**Aim of the exercise:** Whenever the string "paths" turns up in a line below, that line should be copied.

**Data provided:**
+--

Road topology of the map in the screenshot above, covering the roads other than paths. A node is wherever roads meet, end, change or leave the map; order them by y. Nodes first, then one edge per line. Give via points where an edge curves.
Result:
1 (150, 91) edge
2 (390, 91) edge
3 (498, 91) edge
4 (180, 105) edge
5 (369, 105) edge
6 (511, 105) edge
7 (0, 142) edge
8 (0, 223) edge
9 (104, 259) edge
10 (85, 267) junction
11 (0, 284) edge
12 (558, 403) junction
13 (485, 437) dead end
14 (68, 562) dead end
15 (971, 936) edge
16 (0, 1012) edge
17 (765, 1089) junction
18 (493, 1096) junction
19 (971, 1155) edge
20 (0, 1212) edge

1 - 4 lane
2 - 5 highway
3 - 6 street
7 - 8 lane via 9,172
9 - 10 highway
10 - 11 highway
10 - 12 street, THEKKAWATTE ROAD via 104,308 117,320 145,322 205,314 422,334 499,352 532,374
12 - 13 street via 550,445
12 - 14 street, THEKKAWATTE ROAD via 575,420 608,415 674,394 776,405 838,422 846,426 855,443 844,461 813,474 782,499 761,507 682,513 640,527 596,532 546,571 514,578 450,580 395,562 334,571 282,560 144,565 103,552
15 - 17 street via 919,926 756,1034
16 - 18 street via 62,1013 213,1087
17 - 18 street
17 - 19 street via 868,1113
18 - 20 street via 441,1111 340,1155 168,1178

+--

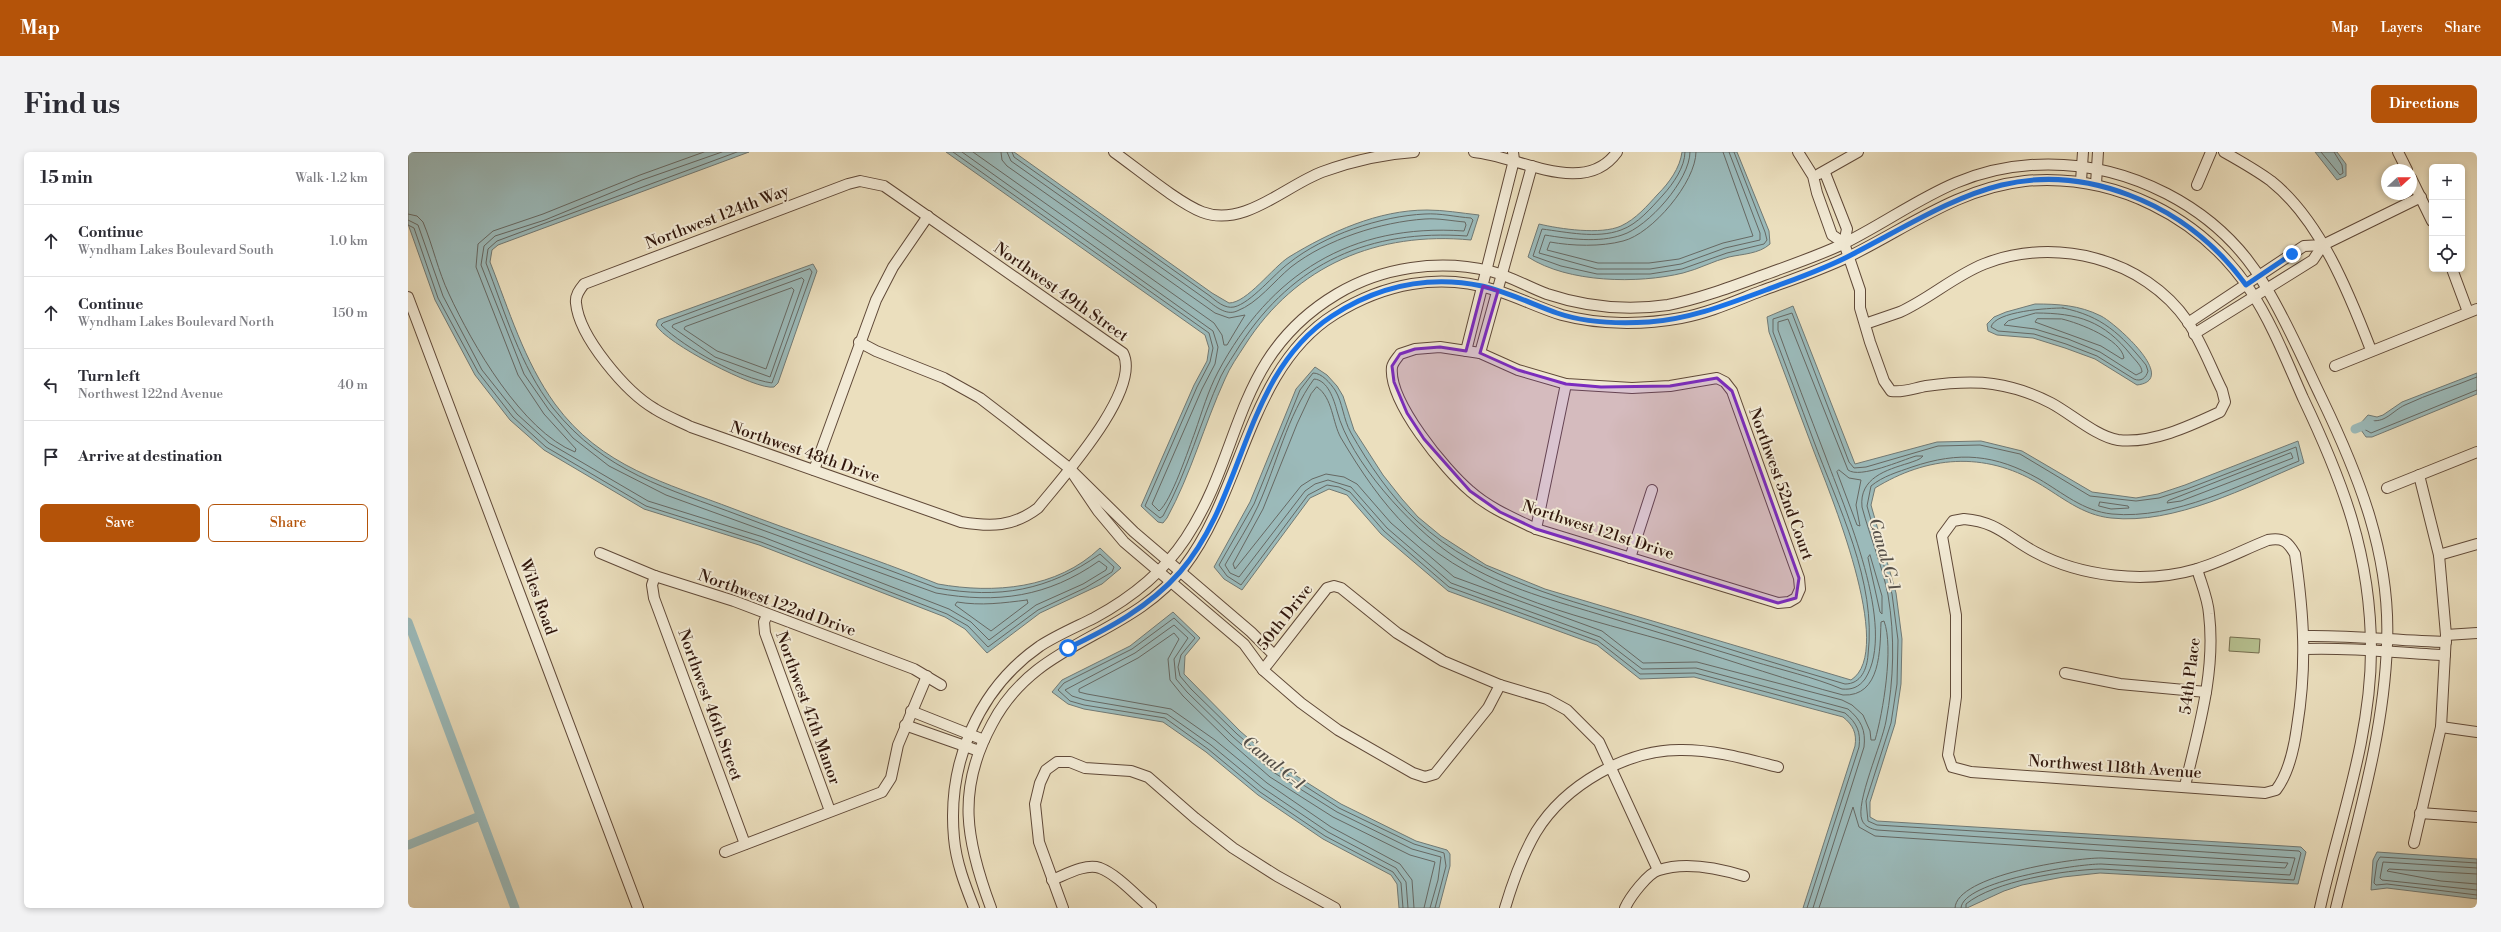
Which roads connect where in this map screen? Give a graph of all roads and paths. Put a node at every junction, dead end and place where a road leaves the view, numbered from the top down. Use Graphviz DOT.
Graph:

+--

**Solution to this exercise:**
Road topology of the map in the screenshot above, covering the roads other than paths. A node is wherever roads meet, end, change or leave the map; order them by y. Nodes first, then one edge per line. Give via points where an edge curves.
Which roads connect where in this map screen? Give a graph of all roads and paths. Put a node at every junction, dead end and place where a road leaves the view, numbered from the top down. Use Graphviz DOT.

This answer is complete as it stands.